- WORK ITEM
Each entry is to be given again word for word; images are dropped.

START INFORMATION GIVEN

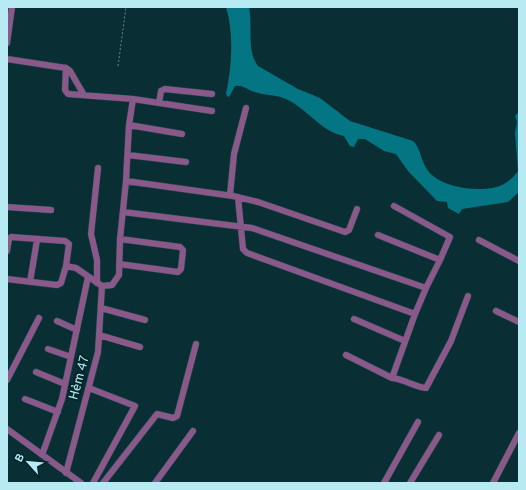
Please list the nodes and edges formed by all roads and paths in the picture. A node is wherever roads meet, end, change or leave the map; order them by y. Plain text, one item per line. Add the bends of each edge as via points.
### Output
1 (12, 7) edge
2 (126, 7) edge
3 (7, 43) edge
4 (7, 59) edge
5 (118, 66) dead end
6 (66, 68) junction
7 (212, 94) dead end
8 (84, 95) junction
9 (133, 99) junction
10 (159, 103) junction
11 (246, 108) dead end
12 (212, 110) dead end
13 (129, 125) junction
14 (182, 134) dead end
15 (128, 155) junction
16 (186, 162) dead end
17 (98, 168) dead end
18 (126, 181) junction
19 (228, 194) junction
20 (238, 197) junction
21 (394, 206) dead end
22 (7, 207) edge
23 (357, 209) dead end
24 (51, 210) dead end
25 (123, 212) junction
26 (240, 225) junction
27 (378, 235) dead end
28 (120, 239) junction
29 (37, 240) junction
30 (479, 240) dead end
31 (7, 251) edge
32 (440, 260) junction
33 (519, 261) edge
34 (119, 264) junction
35 (66, 266) junction
36 (88, 278) junction
37 (7, 280) edge
38 (30, 282) junction
39 (99, 285) junction
40 (426, 288) junction
41 (468, 296) dead end
42 (101, 308) junction
43 (496, 311) dead end
44 (415, 314) junction
45 (40, 318) dead end
46 (354, 319) dead end
47 (145, 320) dead end
48 (57, 321) dead end
49 (519, 322) edge
50 (77, 330) junction
51 (99, 336) junction
52 (405, 341) junction
53 (196, 344) dead end
54 (140, 347) dead end
55 (48, 349) dead end
56 (346, 355) dead end
57 (71, 358) junction
58 (36, 372) dead end
59 (392, 378) junction
60 (7, 380) edge
61 (65, 384) junction
62 (89, 388) junction
63 (25, 399) dead end
64 (58, 412) junction
65 (418, 422) dead end
66 (7, 429) edge
67 (193, 431) dead end
68 (439, 434) dead end
69 (518, 436) edge
70 (42, 454) junction
71 (66, 473) junction
72 (81, 483) edge
73 (93, 483) edge
74 (102, 483) edge
75 (155, 483) edge
76 (384, 483) edge
77 (410, 483) edge
78 (493, 483) edge

1 - 3 street
2 - 5 path
4 - 6 street
6 - 8 street
6 - 8 street via 66,93
7 - 10 street via 165,88 161,91
8 - 9 street
9 - 10 street
9 - 13 street
10 - 12 street
11 - 19 street via 234,154
13 - 14 street
13 - 15 street
15 - 16 street
15 - 18 street
17 - 39 street, Hẻm 47 via 91,234
18 - 19 street
18 - 25 street
19 - 20 street
20 - 23 street via 345,232 349,230
20 - 26 street
21 - 32 street via 450,237
22 - 24 street
25 - 26 street
25 - 28 street
26 - 40 street
26 - 44 street via 243,249 246,253
27 - 32 street
28 - 34 street
28 - 34 street via 180,247 183,250 181,269 178,272
29 - 31 street via 11,237
29 - 35 street via 67,242
29 - 38 street
30 - 33 street
32 - 40 street
34 - 39 street via 116,281 112,285
35 - 36 street via 76,268
35 - 38 street via 60,285
36 - 39 street
36 - 50 street
37 - 38 street
39 - 42 street, Hẻm 47
40 - 44 street
41 - 59 street via 451,341 426,388
42 - 47 street
42 - 51 street, Hẻm 47
43 - 49 street
44 - 52 street
45 - 60 street
46 - 52 street
48 - 50 street
50 - 57 street
51 - 54 street
51 - 62 street, Hẻm 47 via 98,352
52 - 59 street
53 - 74 street via 177,416 173,418 157,414
55 - 57 street
56 - 59 street
57 - 61 street
58 - 61 street
61 - 64 street
62 - 71 street, Hẻm 47
62 - 73 street via 135,406
63 - 64 street
64 - 70 street
65 - 76 street
66 - 70 street
67 - 75 street
68 - 77 street
69 - 78 street
70 - 71 street
71 - 72 street

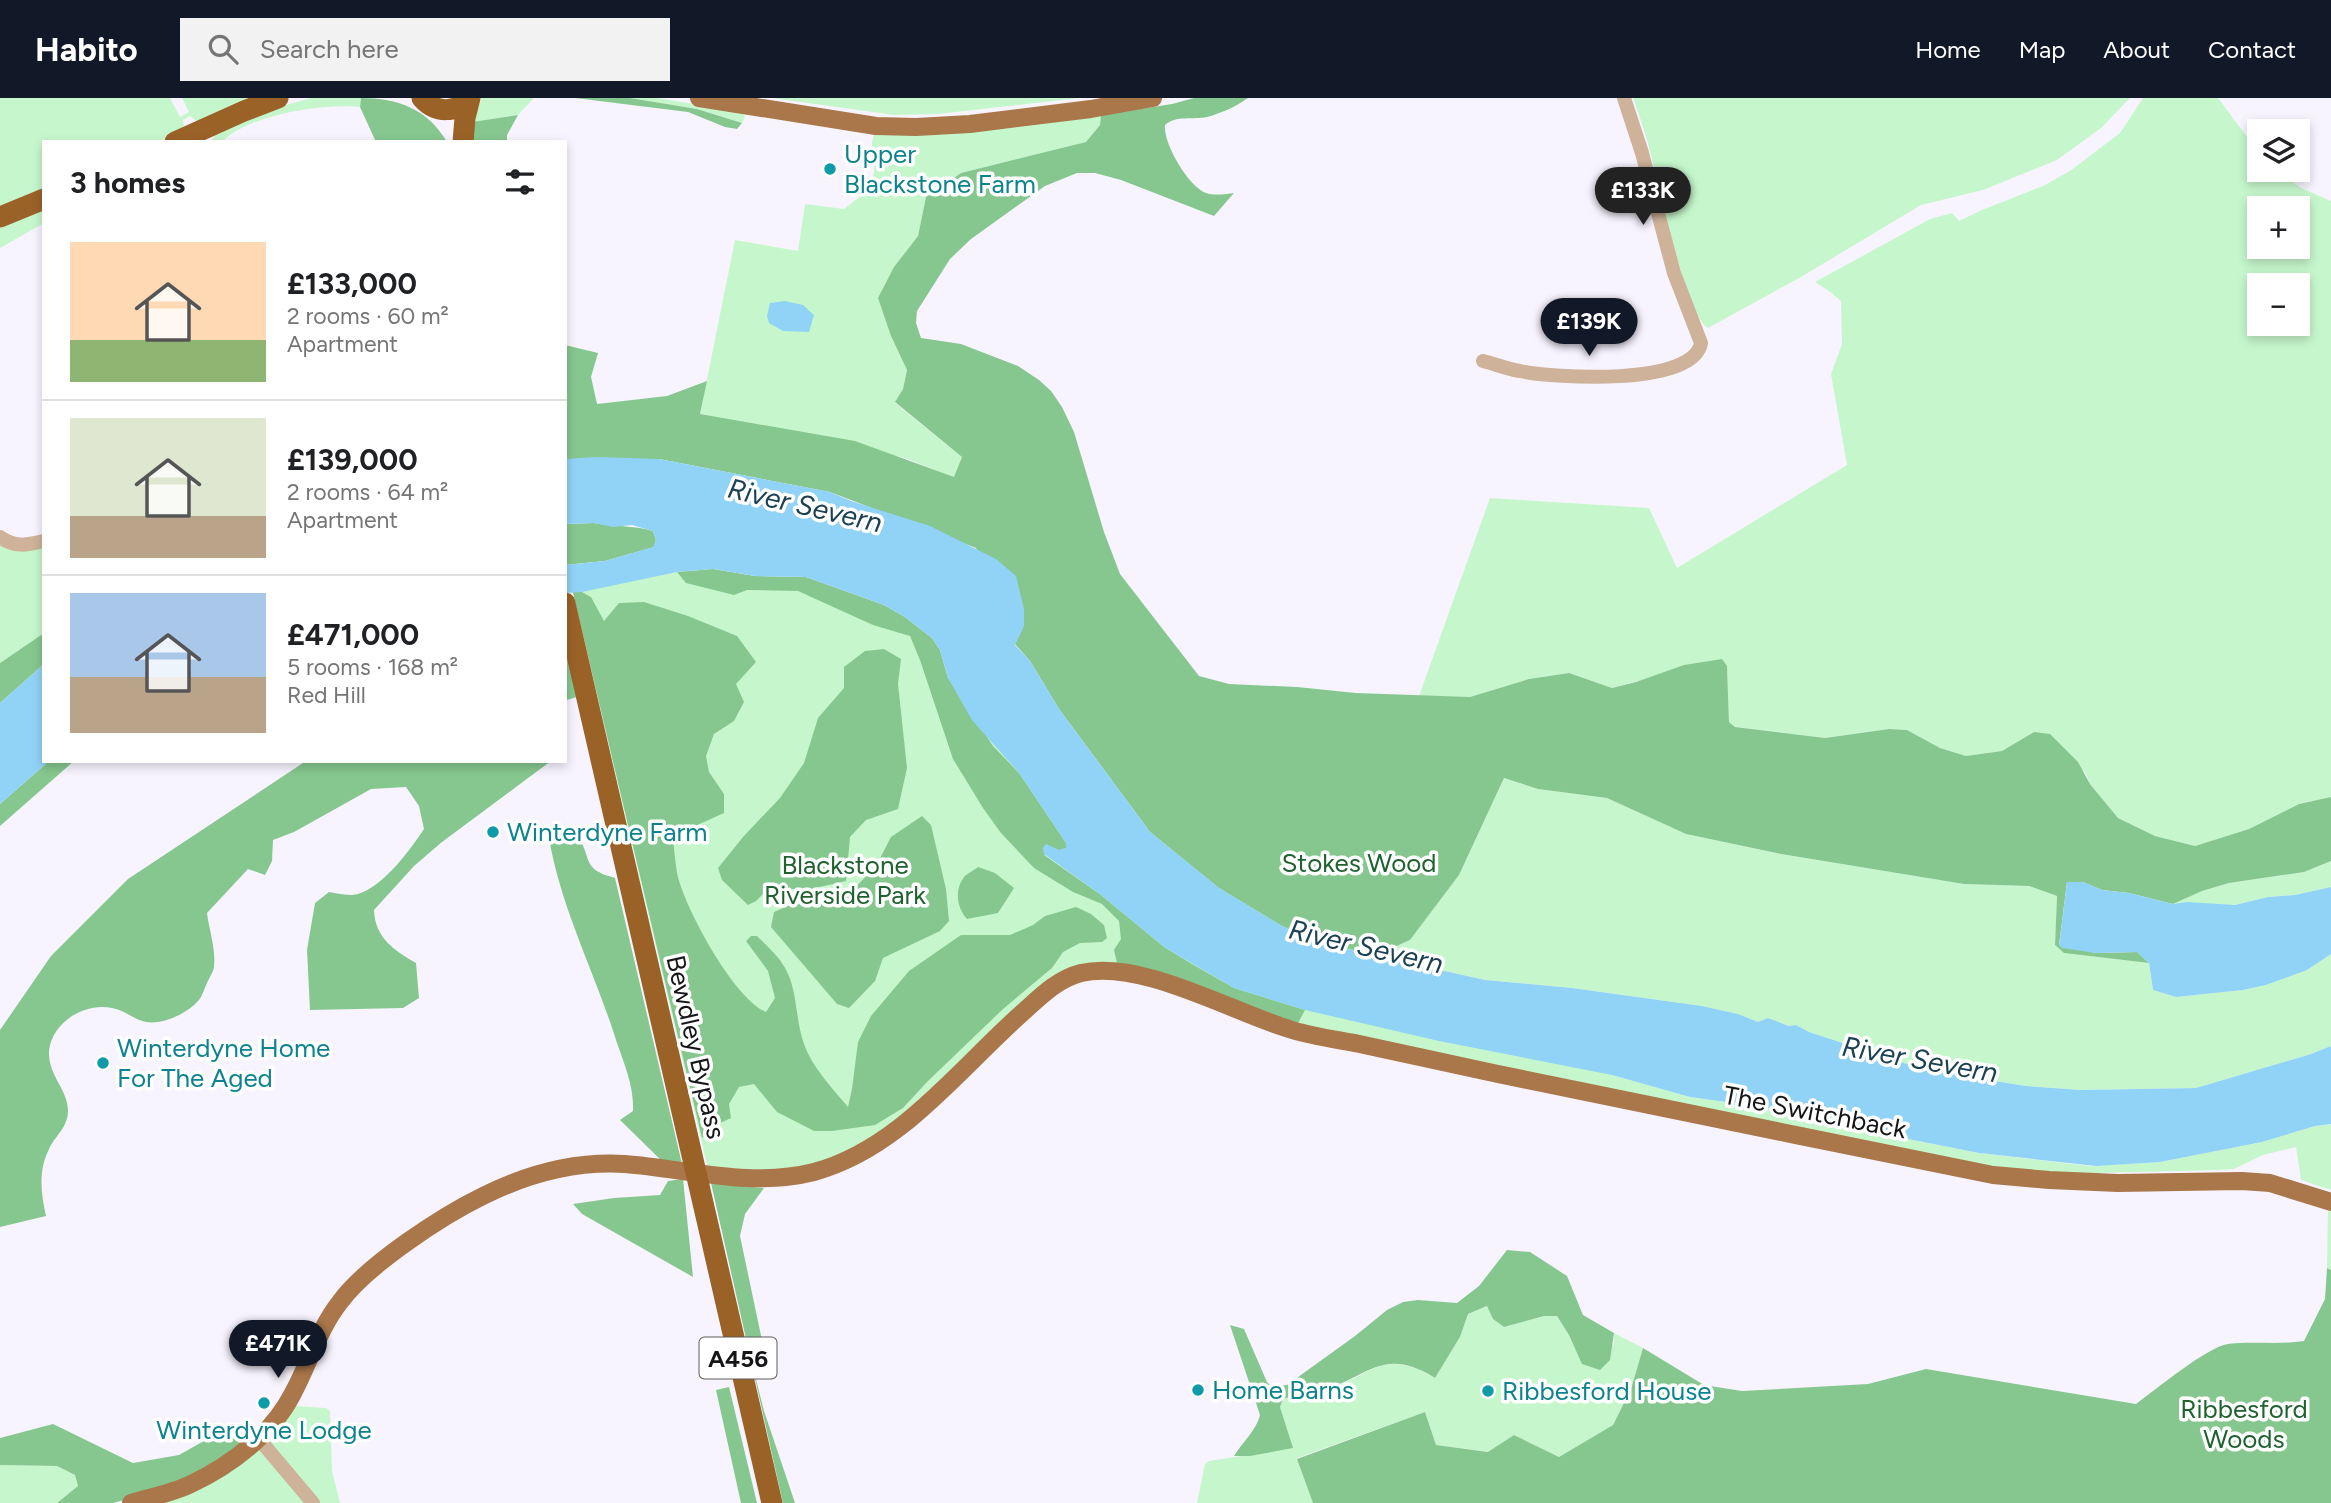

END INFORMATION GIVEN

- SOLUTION TO THE PROBLEM
Please list the nodes and edges formed by all roads and paths in the picture. A node is wherever roads meet, end, change or leave the map; order them by y. Plain text, one item per line. Add the bends of each edge as via points.
### Output
1 (12, 7) edge
2 (126, 7) edge
3 (7, 43) edge
4 (7, 59) edge
5 (118, 66) dead end
6 (66, 68) junction
7 (212, 94) dead end
8 (84, 95) junction
9 (133, 99) junction
10 (159, 103) junction
11 (246, 108) dead end
12 (212, 110) dead end
13 (129, 125) junction
14 (182, 134) dead end
15 (128, 155) junction
16 (186, 162) dead end
17 (98, 168) dead end
18 (126, 181) junction
19 (228, 194) junction
20 (238, 197) junction
21 (394, 206) dead end
22 (7, 207) edge
23 (357, 209) dead end
24 (51, 210) dead end
25 (123, 212) junction
26 (240, 225) junction
27 (378, 235) dead end
28 (120, 239) junction
29 (37, 240) junction
30 (479, 240) dead end
31 (7, 251) edge
32 (440, 260) junction
33 (519, 261) edge
34 (119, 264) junction
35 (66, 266) junction
36 (88, 278) junction
37 (7, 280) edge
38 (30, 282) junction
39 (99, 285) junction
40 (426, 288) junction
41 (468, 296) dead end
42 (101, 308) junction
43 (496, 311) dead end
44 (415, 314) junction
45 (40, 318) dead end
46 (354, 319) dead end
47 (145, 320) dead end
48 (57, 321) dead end
49 (519, 322) edge
50 (77, 330) junction
51 (99, 336) junction
52 (405, 341) junction
53 (196, 344) dead end
54 (140, 347) dead end
55 (48, 349) dead end
56 (346, 355) dead end
57 (71, 358) junction
58 (36, 372) dead end
59 (392, 378) junction
60 (7, 380) edge
61 (65, 384) junction
62 (89, 388) junction
63 (25, 399) dead end
64 (58, 412) junction
65 (418, 422) dead end
66 (7, 429) edge
67 (193, 431) dead end
68 (439, 434) dead end
69 (518, 436) edge
70 (42, 454) junction
71 (66, 473) junction
72 (81, 483) edge
73 (93, 483) edge
74 (102, 483) edge
75 (155, 483) edge
76 (384, 483) edge
77 (410, 483) edge
78 (493, 483) edge

1 - 3 street
2 - 5 path
4 - 6 street
6 - 8 street
6 - 8 street via 66,93
7 - 10 street via 165,88 161,91
8 - 9 street
9 - 10 street
9 - 13 street
10 - 12 street
11 - 19 street via 234,154
13 - 14 street
13 - 15 street
15 - 16 street
15 - 18 street
17 - 39 street, Hẻm 47 via 91,234
18 - 19 street
18 - 25 street
19 - 20 street
20 - 23 street via 345,232 349,230
20 - 26 street
21 - 32 street via 450,237
22 - 24 street
25 - 26 street
25 - 28 street
26 - 40 street
26 - 44 street via 243,249 246,253
27 - 32 street
28 - 34 street
28 - 34 street via 180,247 183,250 181,269 178,272
29 - 31 street via 11,237
29 - 35 street via 67,242
29 - 38 street
30 - 33 street
32 - 40 street
34 - 39 street via 116,281 112,285
35 - 36 street via 76,268
35 - 38 street via 60,285
36 - 39 street
36 - 50 street
37 - 38 street
39 - 42 street, Hẻm 47
40 - 44 street
41 - 59 street via 451,341 426,388
42 - 47 street
42 - 51 street, Hẻm 47
43 - 49 street
44 - 52 street
45 - 60 street
46 - 52 street
48 - 50 street
50 - 57 street
51 - 54 street
51 - 62 street, Hẻm 47 via 98,352
52 - 59 street
53 - 74 street via 177,416 173,418 157,414
55 - 57 street
56 - 59 street
57 - 61 street
58 - 61 street
61 - 64 street
62 - 71 street, Hẻm 47
62 - 73 street via 135,406
63 - 64 street
64 - 70 street
65 - 76 street
66 - 70 street
67 - 75 street
68 - 77 street
69 - 78 street
70 - 71 street
71 - 72 street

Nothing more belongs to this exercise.